## INPUT DATA
/---

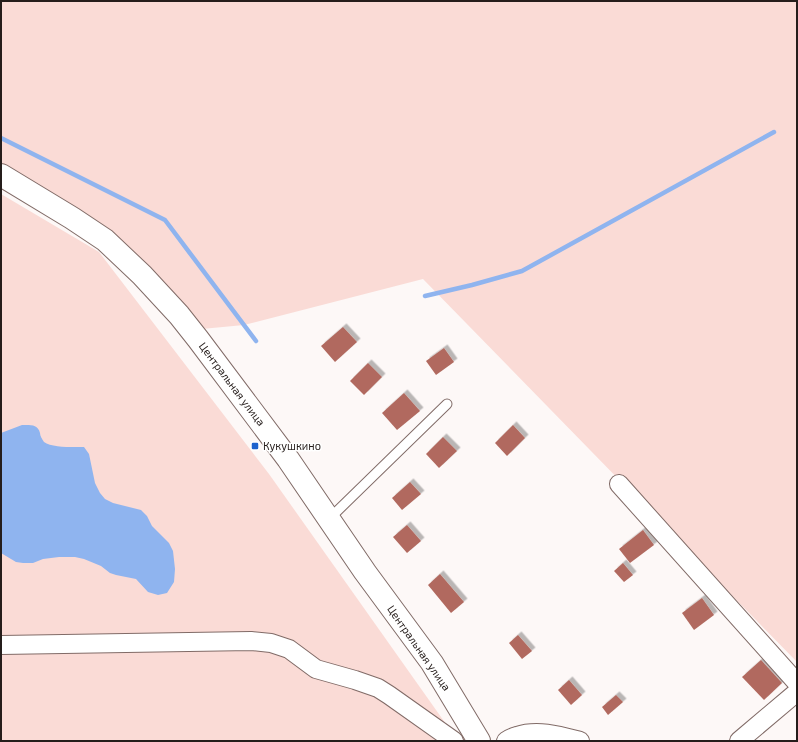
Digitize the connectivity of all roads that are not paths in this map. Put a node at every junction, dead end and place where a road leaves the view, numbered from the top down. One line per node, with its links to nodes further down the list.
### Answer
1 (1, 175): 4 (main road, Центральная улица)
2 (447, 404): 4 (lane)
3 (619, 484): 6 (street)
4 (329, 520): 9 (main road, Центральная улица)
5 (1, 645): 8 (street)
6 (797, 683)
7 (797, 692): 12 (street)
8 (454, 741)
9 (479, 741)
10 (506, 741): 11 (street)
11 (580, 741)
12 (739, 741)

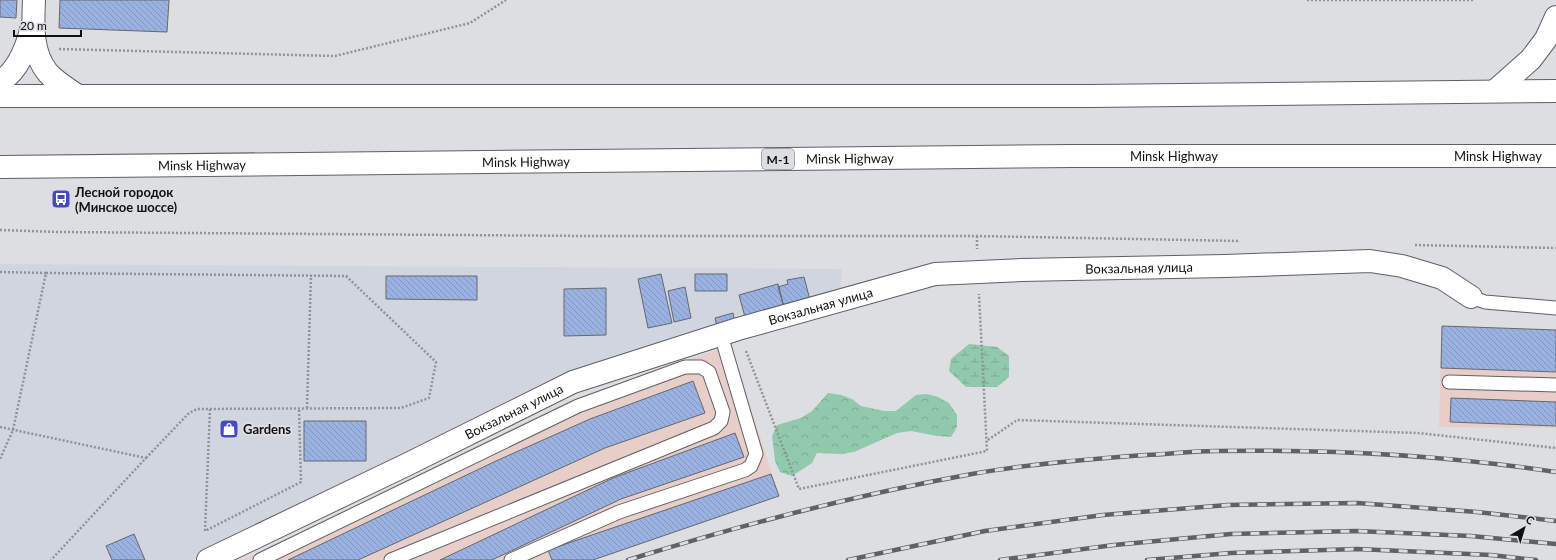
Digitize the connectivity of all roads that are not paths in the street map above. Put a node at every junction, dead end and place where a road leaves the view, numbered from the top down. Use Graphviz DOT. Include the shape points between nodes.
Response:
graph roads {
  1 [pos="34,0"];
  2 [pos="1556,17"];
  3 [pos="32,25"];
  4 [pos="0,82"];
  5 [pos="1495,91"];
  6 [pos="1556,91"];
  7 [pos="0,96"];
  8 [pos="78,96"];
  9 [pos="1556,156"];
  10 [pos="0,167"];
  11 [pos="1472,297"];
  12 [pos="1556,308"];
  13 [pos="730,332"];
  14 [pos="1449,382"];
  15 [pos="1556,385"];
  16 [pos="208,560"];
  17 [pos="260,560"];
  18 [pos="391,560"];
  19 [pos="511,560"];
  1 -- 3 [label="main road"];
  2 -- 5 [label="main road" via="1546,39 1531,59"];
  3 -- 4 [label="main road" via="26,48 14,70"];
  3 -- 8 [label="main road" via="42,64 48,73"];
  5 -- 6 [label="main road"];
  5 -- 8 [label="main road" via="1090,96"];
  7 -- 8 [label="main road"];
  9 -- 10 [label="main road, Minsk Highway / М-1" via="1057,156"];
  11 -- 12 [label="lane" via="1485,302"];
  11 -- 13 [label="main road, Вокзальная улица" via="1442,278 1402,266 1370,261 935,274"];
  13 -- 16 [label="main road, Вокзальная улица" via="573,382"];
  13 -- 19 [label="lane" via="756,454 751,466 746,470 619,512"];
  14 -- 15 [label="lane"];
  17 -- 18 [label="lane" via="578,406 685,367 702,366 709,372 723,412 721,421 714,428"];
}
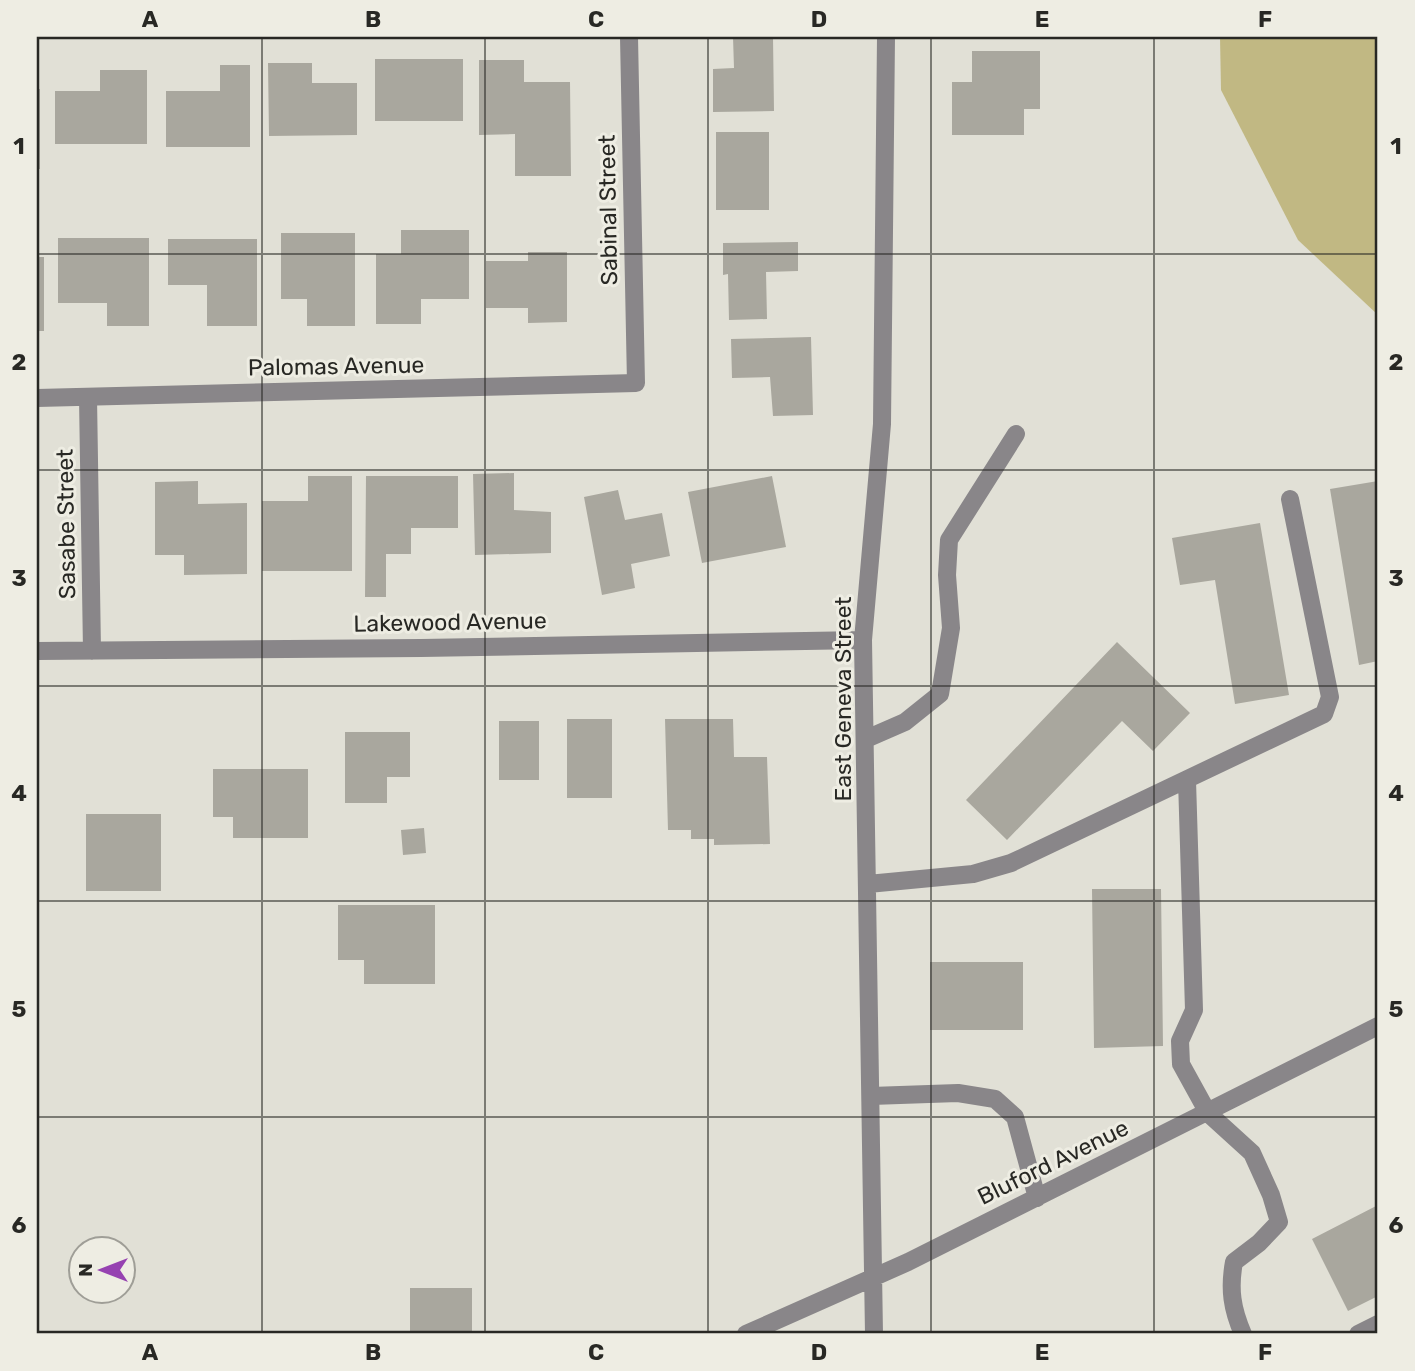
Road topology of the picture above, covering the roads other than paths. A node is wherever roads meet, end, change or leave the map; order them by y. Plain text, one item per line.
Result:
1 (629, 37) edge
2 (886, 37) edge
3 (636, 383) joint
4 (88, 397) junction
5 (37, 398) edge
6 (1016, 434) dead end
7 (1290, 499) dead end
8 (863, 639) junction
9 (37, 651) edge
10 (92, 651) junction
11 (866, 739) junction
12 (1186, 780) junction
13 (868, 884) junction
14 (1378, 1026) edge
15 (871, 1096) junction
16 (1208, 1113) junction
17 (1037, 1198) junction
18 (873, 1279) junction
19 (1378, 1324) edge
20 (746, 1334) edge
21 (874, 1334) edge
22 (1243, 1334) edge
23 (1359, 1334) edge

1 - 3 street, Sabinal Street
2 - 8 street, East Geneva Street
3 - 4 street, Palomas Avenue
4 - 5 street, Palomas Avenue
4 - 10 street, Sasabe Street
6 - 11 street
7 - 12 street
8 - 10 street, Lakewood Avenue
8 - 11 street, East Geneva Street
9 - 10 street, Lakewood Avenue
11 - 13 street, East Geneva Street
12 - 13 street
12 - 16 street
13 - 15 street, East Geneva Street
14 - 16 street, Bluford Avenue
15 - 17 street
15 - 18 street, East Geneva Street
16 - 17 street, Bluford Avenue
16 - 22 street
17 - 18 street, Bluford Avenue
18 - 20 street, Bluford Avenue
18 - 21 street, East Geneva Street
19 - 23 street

\---
/---

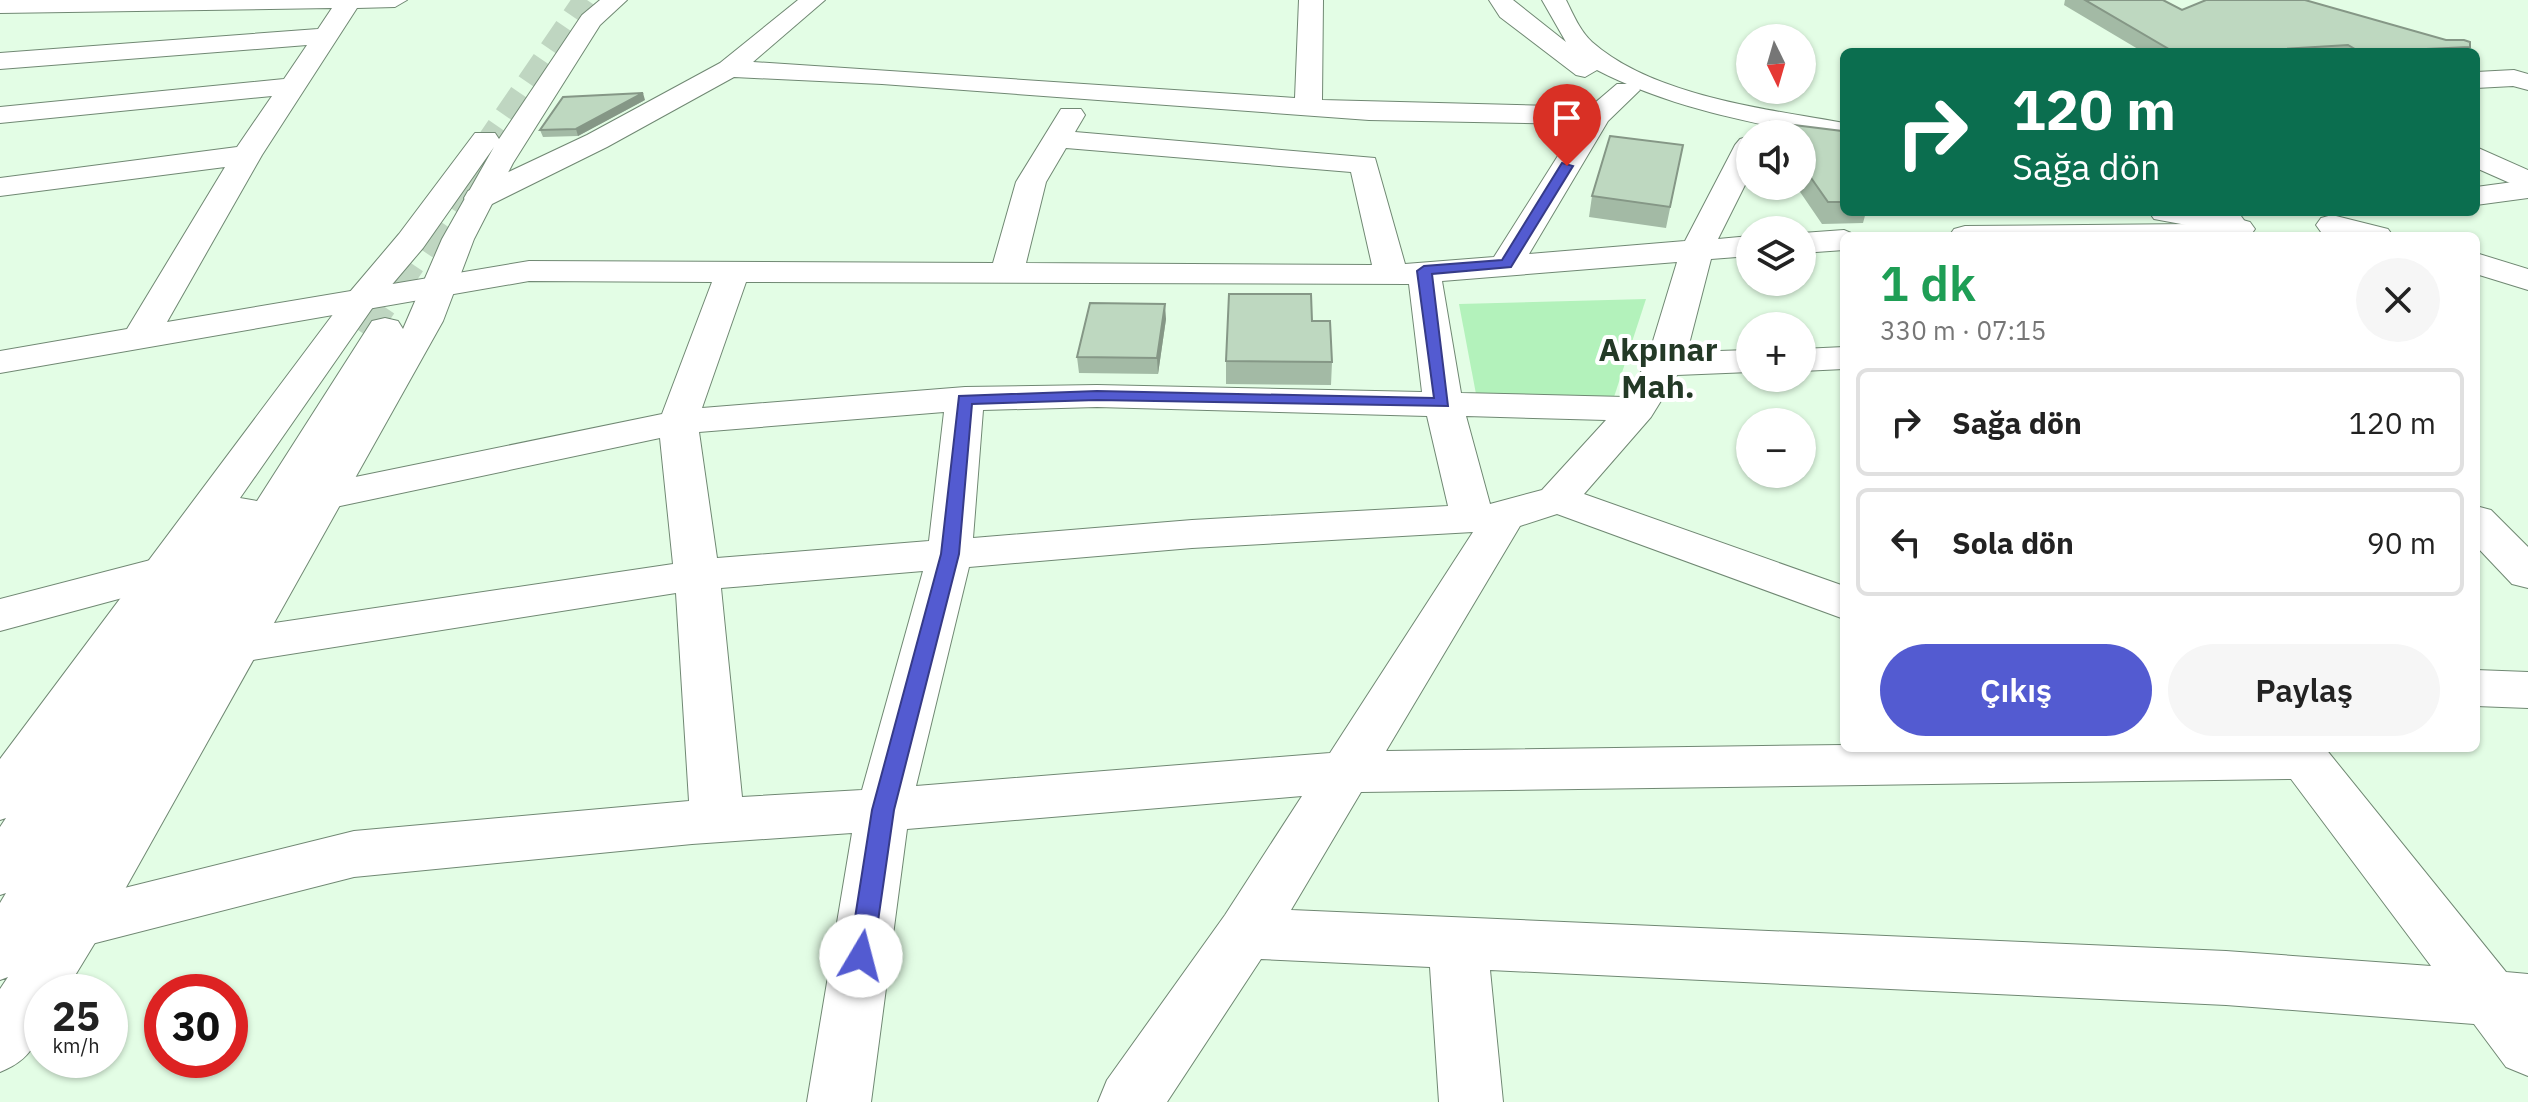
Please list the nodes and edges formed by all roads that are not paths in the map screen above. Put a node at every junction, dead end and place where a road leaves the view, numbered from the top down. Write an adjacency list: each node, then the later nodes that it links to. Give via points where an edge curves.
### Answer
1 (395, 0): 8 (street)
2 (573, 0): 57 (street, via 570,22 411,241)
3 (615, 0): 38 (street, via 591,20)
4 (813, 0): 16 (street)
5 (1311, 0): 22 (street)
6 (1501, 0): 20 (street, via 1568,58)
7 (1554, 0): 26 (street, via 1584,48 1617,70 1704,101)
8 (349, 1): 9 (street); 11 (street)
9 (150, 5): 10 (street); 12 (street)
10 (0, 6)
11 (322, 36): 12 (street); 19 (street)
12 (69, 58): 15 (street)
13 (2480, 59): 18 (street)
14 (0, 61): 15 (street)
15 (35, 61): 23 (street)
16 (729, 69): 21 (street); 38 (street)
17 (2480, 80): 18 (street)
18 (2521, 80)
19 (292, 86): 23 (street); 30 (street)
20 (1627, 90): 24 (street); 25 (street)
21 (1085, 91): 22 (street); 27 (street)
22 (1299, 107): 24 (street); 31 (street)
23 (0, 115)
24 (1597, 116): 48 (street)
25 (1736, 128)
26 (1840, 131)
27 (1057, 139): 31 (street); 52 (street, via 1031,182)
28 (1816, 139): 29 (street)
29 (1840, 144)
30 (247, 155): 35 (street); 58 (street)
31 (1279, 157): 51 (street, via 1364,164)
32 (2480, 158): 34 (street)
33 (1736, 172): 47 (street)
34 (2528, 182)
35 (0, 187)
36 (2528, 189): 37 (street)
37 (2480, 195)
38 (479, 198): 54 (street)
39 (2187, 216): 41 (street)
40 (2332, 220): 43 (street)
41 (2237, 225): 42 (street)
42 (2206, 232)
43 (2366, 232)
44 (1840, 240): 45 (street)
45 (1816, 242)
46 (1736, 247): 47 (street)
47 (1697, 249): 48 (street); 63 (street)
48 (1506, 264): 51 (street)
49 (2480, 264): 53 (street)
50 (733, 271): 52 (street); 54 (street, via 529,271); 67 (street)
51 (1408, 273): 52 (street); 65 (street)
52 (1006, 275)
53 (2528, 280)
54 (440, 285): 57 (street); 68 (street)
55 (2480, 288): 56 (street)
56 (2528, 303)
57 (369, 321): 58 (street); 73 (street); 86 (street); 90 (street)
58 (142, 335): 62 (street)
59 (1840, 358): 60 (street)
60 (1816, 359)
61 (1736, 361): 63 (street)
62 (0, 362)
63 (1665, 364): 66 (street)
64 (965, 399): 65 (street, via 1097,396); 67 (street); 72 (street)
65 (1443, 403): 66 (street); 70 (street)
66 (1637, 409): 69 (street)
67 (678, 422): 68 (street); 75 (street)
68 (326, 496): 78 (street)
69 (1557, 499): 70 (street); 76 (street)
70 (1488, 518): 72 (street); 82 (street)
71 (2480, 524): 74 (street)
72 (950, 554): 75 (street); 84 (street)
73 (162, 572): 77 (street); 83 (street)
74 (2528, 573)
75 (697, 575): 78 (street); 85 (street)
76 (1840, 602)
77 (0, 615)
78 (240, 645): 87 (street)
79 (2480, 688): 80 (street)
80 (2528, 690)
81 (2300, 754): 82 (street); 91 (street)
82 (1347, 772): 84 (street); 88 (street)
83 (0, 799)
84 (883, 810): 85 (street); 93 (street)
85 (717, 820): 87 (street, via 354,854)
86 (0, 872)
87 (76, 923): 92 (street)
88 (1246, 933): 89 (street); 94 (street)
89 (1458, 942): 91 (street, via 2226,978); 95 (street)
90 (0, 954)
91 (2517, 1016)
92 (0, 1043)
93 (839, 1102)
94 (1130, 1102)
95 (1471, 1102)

\---
/---

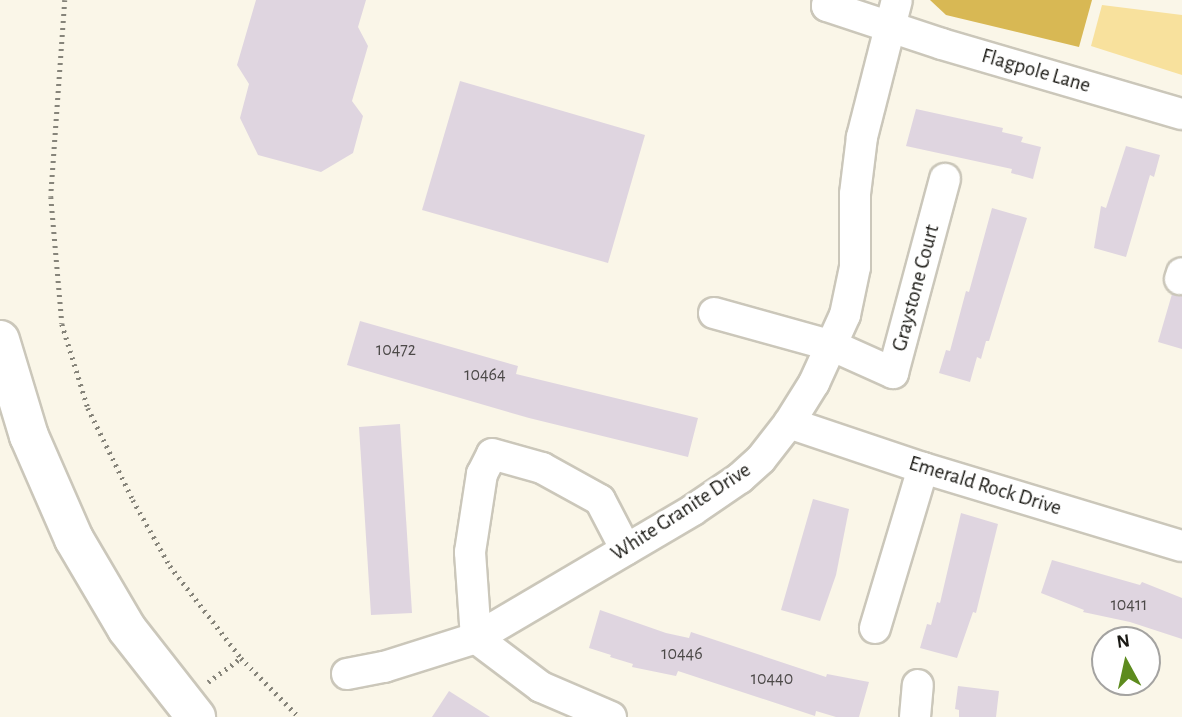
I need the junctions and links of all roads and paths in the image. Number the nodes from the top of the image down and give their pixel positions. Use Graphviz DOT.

\---

## ASSIGNED TASK
For the string "connectivity", state how many lines in the listing contain it, and give no other words.

## TASK RESPONSE
2